*Exercise objective*
Where the word "image" appears in a line below, copy the whole line.

*** Opening of Entries shown ***

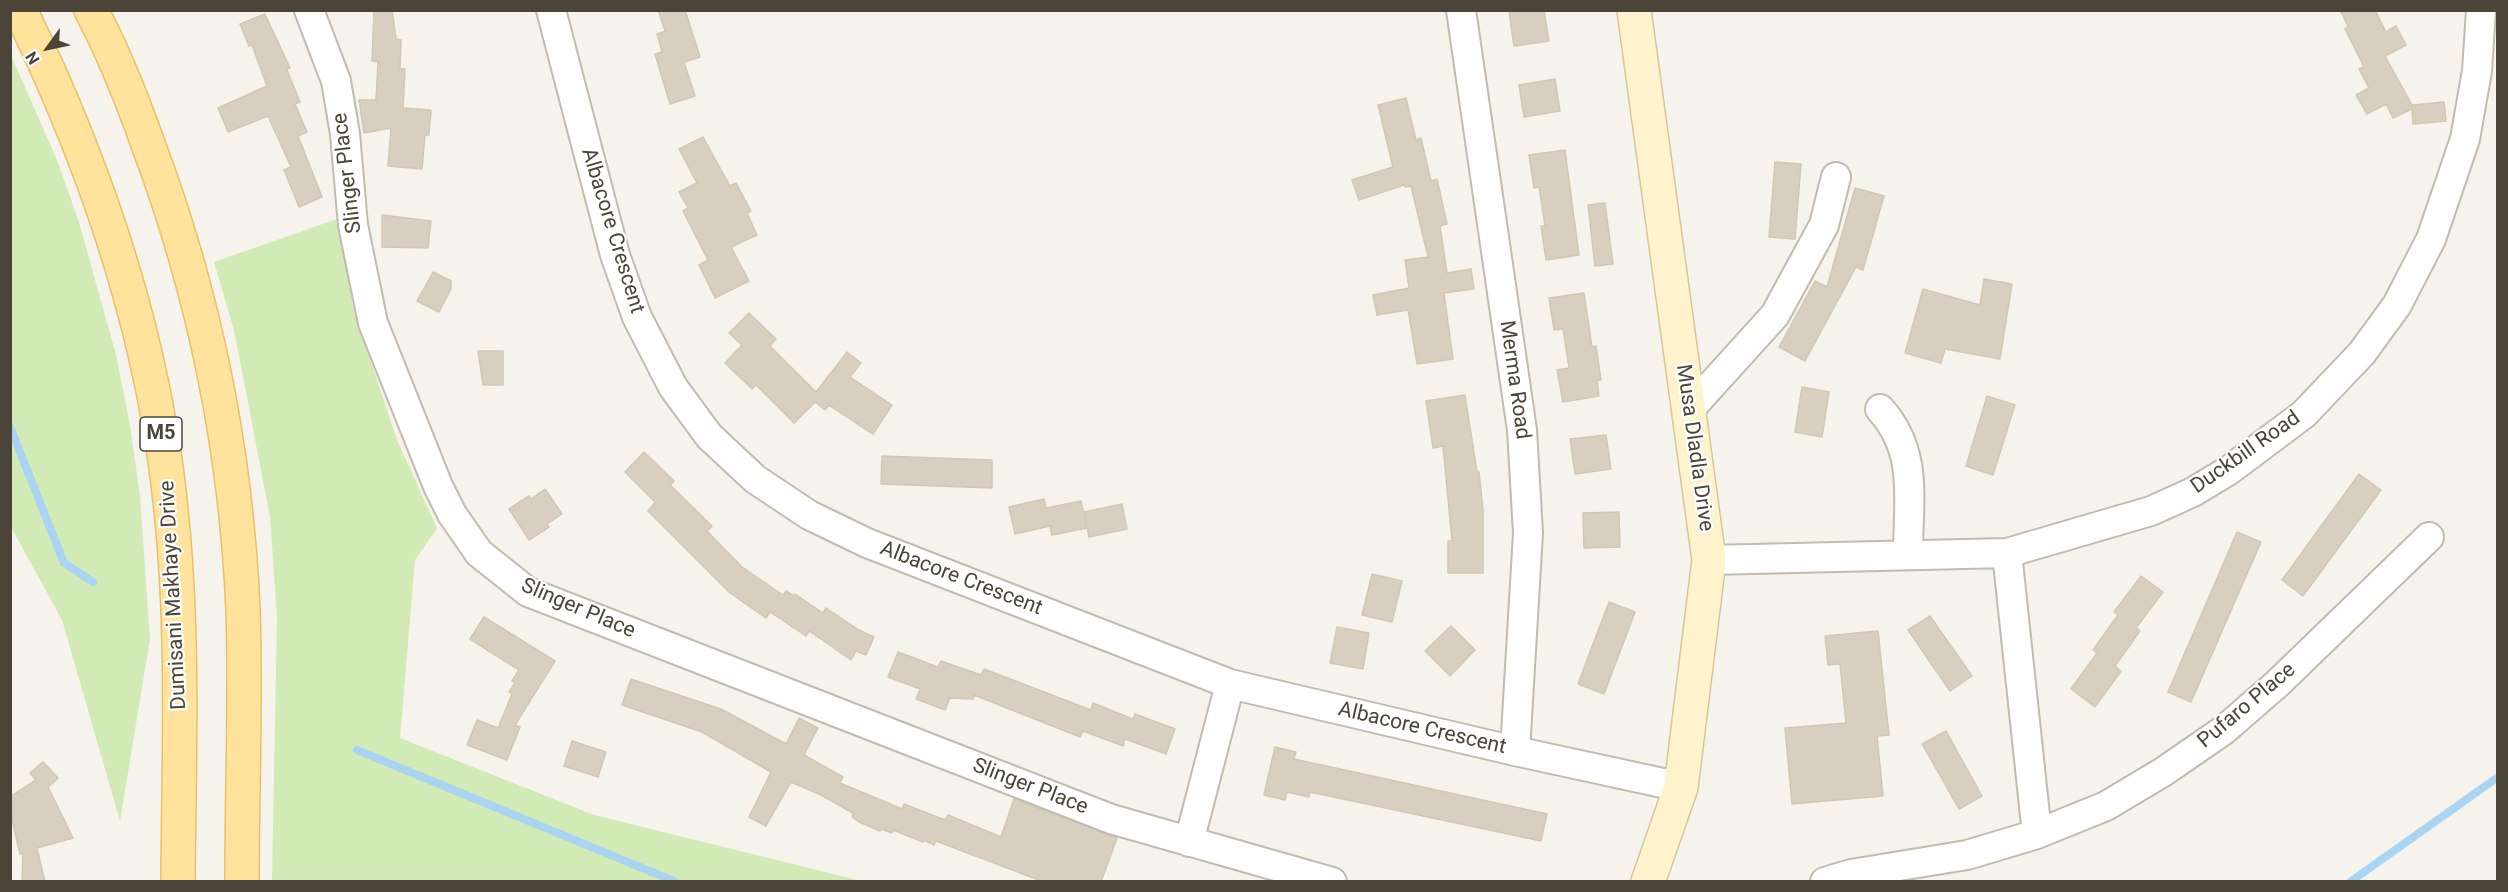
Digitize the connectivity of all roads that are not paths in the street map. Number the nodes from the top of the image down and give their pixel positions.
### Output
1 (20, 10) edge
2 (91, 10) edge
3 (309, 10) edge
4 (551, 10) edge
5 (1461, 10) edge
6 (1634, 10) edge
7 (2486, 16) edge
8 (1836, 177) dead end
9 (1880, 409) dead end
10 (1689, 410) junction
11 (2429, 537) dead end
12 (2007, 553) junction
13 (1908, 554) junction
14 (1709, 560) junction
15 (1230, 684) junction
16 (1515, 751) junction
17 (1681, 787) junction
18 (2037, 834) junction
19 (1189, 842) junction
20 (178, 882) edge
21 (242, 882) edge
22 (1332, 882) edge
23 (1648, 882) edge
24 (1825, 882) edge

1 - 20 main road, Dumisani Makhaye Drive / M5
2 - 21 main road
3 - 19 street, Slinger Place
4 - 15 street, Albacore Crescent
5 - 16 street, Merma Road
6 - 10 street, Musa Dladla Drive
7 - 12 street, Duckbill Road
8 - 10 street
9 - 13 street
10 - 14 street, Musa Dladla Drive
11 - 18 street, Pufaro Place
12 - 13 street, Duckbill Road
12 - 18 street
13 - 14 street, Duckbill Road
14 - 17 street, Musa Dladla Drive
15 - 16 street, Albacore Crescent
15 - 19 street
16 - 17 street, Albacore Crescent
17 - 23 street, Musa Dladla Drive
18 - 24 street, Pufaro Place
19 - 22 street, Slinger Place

*** Close of Entries shown ***
*** Opening of Entries shown ***

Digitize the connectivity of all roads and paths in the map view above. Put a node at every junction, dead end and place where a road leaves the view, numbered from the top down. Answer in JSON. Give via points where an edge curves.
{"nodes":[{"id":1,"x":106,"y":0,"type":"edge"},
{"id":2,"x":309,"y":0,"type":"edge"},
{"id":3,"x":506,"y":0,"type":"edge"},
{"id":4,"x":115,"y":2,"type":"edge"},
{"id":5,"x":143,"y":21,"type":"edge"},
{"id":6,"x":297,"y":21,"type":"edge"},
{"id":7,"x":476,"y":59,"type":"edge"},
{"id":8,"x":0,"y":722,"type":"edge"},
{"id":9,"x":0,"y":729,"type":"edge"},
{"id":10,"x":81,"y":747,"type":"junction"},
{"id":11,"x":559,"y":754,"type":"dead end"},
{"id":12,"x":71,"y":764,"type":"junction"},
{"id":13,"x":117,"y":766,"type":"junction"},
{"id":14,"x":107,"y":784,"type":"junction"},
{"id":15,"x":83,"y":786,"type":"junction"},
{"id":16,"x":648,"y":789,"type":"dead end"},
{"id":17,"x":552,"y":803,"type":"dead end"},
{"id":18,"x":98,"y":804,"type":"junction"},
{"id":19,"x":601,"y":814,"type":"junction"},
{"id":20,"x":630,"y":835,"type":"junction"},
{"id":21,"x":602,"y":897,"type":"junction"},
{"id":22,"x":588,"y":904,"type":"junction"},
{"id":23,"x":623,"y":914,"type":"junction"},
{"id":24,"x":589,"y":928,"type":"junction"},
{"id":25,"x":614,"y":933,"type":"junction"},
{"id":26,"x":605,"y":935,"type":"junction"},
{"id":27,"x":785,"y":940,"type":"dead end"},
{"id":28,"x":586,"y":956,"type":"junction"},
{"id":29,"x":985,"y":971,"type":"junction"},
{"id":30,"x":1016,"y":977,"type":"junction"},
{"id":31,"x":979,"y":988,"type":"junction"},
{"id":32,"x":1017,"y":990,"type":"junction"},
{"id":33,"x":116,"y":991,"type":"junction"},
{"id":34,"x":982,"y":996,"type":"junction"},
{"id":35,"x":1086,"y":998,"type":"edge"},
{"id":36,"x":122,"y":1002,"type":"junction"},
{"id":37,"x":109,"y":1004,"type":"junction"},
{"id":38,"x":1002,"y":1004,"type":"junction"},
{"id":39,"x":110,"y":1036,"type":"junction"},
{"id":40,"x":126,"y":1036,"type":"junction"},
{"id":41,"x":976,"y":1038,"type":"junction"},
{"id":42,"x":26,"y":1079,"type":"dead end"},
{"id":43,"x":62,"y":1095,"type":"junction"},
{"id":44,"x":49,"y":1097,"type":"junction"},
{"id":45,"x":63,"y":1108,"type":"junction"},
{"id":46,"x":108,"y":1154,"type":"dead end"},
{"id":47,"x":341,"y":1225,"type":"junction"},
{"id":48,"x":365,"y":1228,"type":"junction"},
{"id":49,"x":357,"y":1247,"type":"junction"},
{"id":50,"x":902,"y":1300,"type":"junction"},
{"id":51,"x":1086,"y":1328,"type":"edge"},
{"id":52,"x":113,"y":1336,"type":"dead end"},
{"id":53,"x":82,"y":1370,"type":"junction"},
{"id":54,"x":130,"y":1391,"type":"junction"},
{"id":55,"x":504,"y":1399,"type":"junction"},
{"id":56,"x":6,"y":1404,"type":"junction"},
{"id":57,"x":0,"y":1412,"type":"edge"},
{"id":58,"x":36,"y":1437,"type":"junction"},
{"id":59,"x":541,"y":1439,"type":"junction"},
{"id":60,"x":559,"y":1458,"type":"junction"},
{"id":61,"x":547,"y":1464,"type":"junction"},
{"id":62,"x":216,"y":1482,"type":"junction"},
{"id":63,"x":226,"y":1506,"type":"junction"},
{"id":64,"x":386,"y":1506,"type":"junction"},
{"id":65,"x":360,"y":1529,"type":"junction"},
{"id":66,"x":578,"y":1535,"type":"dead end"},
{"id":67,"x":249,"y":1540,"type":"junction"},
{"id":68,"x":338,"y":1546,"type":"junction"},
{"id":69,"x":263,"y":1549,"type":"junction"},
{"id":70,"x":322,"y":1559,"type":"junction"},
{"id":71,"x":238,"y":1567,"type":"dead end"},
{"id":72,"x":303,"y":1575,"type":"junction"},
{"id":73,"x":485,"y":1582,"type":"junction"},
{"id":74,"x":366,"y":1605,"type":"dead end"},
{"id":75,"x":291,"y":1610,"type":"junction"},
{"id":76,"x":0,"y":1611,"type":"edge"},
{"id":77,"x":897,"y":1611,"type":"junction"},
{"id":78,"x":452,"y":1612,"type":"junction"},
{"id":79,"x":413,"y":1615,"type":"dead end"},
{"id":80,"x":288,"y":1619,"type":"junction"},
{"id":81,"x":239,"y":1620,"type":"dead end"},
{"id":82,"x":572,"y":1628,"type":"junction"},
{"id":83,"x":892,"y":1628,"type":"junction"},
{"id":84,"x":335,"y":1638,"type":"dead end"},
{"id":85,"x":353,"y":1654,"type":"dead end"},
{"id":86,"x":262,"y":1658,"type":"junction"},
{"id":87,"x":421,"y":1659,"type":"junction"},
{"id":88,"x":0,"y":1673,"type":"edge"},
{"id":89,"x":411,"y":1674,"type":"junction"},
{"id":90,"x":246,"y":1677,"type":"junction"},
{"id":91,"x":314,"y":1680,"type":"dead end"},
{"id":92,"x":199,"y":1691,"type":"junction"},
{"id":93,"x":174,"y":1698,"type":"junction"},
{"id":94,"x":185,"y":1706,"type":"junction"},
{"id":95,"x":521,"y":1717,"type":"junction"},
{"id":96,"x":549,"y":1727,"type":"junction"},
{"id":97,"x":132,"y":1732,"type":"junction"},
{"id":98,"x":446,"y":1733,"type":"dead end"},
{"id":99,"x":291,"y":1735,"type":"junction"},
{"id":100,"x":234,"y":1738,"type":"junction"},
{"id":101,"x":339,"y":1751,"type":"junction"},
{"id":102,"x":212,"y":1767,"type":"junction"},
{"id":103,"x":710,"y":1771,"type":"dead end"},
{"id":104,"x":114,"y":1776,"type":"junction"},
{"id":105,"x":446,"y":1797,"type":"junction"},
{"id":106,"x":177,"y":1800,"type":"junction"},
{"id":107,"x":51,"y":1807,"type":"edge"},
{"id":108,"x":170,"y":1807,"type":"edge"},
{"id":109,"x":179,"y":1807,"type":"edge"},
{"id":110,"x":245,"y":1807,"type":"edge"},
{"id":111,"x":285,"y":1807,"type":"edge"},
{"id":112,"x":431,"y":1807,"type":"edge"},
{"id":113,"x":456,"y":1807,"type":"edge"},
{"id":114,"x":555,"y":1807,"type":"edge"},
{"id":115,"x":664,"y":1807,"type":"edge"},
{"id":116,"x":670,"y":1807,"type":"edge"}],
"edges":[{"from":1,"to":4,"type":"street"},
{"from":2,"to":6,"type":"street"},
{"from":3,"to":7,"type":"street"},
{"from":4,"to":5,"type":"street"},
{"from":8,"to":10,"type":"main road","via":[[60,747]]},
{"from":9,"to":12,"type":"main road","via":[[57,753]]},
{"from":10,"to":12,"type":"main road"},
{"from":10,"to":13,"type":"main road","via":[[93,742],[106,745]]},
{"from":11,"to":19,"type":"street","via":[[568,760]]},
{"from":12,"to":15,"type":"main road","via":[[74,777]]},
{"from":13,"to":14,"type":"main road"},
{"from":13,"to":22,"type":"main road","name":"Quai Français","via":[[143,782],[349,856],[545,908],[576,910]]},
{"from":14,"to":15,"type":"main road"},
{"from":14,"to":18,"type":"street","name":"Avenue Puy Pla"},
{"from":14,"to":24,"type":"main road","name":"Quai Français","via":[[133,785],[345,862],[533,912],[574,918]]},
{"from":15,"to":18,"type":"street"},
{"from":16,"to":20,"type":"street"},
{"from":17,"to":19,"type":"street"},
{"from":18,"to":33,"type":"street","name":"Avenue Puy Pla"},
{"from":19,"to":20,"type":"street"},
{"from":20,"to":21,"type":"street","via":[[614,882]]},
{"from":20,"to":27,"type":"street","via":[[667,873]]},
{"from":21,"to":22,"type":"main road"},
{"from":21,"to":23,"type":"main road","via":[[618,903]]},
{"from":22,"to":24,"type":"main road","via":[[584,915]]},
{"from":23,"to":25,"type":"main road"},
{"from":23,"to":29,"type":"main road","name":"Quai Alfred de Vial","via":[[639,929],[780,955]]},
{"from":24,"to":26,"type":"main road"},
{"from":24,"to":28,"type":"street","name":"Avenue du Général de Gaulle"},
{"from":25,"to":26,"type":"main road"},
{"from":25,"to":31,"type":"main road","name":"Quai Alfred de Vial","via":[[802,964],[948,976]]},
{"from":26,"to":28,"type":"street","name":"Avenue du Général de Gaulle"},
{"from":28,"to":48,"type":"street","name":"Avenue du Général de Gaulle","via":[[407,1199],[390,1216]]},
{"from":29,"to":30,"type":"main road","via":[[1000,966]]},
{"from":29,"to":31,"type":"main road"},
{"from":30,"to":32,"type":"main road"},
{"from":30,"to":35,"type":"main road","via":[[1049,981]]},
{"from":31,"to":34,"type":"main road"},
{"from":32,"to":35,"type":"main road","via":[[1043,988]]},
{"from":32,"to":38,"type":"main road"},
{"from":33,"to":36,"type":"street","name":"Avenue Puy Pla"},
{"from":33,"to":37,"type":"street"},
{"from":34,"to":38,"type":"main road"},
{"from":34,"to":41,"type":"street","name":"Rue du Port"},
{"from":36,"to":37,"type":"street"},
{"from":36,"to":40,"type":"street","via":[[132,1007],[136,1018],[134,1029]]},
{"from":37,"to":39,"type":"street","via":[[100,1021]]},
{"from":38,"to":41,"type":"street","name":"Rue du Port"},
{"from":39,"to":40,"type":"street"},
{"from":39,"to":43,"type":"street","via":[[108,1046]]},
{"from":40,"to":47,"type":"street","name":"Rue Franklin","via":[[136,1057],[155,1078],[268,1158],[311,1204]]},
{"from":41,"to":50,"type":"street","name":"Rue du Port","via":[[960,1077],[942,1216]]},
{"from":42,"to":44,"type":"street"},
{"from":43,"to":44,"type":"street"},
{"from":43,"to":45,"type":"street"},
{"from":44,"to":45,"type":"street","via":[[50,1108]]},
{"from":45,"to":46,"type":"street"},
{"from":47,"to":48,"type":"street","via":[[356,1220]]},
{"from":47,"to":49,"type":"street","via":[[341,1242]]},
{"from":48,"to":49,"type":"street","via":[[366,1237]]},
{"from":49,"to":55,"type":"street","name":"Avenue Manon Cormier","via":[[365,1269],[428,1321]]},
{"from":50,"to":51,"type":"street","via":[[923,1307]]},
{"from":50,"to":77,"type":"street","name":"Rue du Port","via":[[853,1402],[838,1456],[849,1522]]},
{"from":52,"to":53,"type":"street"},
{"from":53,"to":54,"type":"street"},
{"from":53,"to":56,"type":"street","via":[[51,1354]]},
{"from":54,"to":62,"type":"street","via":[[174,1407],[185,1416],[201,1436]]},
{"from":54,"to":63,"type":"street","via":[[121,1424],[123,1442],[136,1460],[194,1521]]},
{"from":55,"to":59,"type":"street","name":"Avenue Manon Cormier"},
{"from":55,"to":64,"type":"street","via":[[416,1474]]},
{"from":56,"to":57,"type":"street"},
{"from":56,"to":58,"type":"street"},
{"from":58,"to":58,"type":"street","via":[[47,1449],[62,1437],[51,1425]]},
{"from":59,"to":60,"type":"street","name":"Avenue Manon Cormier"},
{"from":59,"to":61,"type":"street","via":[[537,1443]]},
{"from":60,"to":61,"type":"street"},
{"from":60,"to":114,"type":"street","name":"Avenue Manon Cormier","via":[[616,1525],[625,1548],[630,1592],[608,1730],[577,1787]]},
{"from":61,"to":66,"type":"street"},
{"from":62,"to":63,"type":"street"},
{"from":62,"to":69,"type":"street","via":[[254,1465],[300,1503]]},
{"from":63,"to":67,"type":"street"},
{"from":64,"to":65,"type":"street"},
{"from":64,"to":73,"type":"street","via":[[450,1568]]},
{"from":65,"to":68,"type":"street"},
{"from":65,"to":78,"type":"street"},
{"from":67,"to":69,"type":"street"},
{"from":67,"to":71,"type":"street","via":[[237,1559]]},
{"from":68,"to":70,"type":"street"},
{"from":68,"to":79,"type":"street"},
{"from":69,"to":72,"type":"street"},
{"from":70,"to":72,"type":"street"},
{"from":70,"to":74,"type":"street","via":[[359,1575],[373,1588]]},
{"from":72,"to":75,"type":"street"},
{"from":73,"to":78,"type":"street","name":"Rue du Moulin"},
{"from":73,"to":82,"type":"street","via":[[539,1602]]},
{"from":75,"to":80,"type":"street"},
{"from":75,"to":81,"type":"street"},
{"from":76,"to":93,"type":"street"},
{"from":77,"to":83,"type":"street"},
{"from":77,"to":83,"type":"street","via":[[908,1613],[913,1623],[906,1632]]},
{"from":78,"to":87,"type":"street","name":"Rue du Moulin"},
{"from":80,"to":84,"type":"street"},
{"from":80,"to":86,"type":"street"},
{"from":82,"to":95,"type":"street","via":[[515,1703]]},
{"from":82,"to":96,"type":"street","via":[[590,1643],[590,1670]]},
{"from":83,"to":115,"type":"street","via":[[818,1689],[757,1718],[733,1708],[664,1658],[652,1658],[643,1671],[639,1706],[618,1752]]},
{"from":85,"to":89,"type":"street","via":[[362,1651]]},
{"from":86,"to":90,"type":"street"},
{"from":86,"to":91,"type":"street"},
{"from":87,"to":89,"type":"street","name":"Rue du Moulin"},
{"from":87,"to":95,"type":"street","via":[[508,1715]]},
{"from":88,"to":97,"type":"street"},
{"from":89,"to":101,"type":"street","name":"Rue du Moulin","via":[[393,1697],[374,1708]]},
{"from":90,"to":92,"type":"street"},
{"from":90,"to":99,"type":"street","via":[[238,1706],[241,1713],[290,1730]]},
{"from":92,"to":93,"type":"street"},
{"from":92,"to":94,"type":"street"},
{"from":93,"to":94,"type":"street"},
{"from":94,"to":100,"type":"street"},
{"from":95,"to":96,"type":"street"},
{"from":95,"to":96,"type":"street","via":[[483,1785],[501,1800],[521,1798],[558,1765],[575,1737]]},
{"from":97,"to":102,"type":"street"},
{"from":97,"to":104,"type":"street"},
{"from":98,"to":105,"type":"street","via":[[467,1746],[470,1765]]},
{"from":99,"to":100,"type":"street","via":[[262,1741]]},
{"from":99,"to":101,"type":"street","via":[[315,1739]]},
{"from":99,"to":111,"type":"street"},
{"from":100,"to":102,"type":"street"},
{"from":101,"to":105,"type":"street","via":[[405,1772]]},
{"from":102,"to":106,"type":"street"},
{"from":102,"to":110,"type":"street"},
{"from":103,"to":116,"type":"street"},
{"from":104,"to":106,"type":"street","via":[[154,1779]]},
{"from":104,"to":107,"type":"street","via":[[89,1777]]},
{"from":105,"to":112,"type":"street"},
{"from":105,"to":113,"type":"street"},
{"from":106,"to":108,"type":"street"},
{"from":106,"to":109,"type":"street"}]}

*** Close of Entries shown ***
*** Opening of Entries shown ***

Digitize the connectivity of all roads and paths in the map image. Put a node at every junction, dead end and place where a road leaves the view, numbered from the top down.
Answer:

*** Close of Entries shown ***

*Task answer*
Digitize the connectivity of all roads that are not paths in the street map. Number the nodes from the top of the image down and give their pixel positions.
Digitize the connectivity of all roads and paths in the map image. Put a node at every junction, dead end and place where a road leaves the view, numbered from the top down.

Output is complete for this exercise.